● Problem statement: Check every line below, and copy those that include "main".

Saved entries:
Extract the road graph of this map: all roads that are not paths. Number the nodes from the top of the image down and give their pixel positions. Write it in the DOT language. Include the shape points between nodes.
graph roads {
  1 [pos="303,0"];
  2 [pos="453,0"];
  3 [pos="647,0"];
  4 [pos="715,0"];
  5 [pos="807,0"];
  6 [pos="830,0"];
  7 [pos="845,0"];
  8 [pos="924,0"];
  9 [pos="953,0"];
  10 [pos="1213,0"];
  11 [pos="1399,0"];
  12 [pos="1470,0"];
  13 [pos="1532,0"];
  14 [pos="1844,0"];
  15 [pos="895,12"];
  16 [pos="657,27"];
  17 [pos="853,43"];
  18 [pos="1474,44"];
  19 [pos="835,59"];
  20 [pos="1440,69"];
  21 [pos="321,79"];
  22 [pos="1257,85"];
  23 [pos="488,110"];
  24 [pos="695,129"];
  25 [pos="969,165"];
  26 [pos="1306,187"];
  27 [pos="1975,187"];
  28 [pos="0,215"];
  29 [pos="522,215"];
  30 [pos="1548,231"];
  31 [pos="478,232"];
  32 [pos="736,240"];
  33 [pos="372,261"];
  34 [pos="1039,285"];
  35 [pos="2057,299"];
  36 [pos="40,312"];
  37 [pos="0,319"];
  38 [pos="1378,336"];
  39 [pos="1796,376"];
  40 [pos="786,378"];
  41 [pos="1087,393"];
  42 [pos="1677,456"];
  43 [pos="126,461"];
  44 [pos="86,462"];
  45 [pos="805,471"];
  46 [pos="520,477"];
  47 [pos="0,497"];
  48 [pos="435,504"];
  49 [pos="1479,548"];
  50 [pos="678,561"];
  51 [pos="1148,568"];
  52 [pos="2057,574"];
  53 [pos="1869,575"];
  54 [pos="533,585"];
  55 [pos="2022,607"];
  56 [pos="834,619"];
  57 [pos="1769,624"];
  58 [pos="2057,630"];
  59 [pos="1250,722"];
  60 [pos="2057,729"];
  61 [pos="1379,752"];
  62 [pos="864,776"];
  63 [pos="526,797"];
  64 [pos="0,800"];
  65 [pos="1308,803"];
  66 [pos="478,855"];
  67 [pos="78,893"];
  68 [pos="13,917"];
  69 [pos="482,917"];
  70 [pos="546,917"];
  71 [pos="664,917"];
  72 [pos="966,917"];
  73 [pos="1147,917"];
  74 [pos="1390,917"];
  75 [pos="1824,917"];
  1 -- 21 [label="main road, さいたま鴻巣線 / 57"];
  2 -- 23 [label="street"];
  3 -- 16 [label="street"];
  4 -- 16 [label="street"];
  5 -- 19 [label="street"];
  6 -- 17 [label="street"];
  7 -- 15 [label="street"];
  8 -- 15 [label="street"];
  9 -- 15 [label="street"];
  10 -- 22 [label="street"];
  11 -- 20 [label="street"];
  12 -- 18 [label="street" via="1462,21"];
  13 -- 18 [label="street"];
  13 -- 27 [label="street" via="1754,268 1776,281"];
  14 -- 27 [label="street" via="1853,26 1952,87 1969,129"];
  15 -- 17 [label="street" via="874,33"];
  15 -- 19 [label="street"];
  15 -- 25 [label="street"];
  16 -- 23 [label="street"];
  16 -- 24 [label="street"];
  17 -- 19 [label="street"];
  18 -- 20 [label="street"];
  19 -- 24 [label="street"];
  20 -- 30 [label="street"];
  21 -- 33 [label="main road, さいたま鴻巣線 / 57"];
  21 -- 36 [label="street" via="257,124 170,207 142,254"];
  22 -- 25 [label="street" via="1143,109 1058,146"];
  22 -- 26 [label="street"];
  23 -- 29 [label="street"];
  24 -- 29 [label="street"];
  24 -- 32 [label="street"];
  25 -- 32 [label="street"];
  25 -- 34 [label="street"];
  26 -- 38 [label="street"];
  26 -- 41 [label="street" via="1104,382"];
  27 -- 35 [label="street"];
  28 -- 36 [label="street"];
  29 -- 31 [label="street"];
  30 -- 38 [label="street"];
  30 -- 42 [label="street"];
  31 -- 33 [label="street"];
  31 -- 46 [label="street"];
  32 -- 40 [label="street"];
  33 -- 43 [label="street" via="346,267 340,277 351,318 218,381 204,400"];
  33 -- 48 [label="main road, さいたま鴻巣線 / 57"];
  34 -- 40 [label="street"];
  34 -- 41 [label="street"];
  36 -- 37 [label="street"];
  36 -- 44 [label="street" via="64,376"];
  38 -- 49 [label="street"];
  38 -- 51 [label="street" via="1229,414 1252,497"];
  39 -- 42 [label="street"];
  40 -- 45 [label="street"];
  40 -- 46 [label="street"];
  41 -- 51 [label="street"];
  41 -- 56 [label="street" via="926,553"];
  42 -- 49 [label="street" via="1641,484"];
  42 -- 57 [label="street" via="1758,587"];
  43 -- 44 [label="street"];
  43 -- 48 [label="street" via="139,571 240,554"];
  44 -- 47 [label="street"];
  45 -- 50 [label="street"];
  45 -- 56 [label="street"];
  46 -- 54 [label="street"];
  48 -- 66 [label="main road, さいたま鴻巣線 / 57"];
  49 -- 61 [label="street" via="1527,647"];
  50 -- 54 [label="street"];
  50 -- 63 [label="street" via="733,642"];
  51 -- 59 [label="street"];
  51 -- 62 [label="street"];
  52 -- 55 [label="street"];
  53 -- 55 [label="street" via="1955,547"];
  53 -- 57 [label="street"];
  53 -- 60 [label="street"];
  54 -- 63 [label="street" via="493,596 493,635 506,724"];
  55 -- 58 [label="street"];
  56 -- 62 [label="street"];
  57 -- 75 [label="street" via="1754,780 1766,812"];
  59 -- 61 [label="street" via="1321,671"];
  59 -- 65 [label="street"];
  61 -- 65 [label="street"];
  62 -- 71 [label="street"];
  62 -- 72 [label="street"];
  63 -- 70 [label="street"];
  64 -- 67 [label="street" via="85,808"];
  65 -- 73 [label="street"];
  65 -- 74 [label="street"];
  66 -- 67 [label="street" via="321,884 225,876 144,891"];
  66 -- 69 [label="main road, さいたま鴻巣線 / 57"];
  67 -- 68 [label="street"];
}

● Task output:
  1 -- 21 [label="main road, さいたま鴻巣線 / 57"];
  21 -- 33 [label="main road, さいたま鴻巣線 / 57"];
  33 -- 48 [label="main road, さいたま鴻巣線 / 57"];
  48 -- 66 [label="main road, さいたま鴻巣線 / 57"];
  66 -- 69 [label="main road, さいたま鴻巣線 / 57"];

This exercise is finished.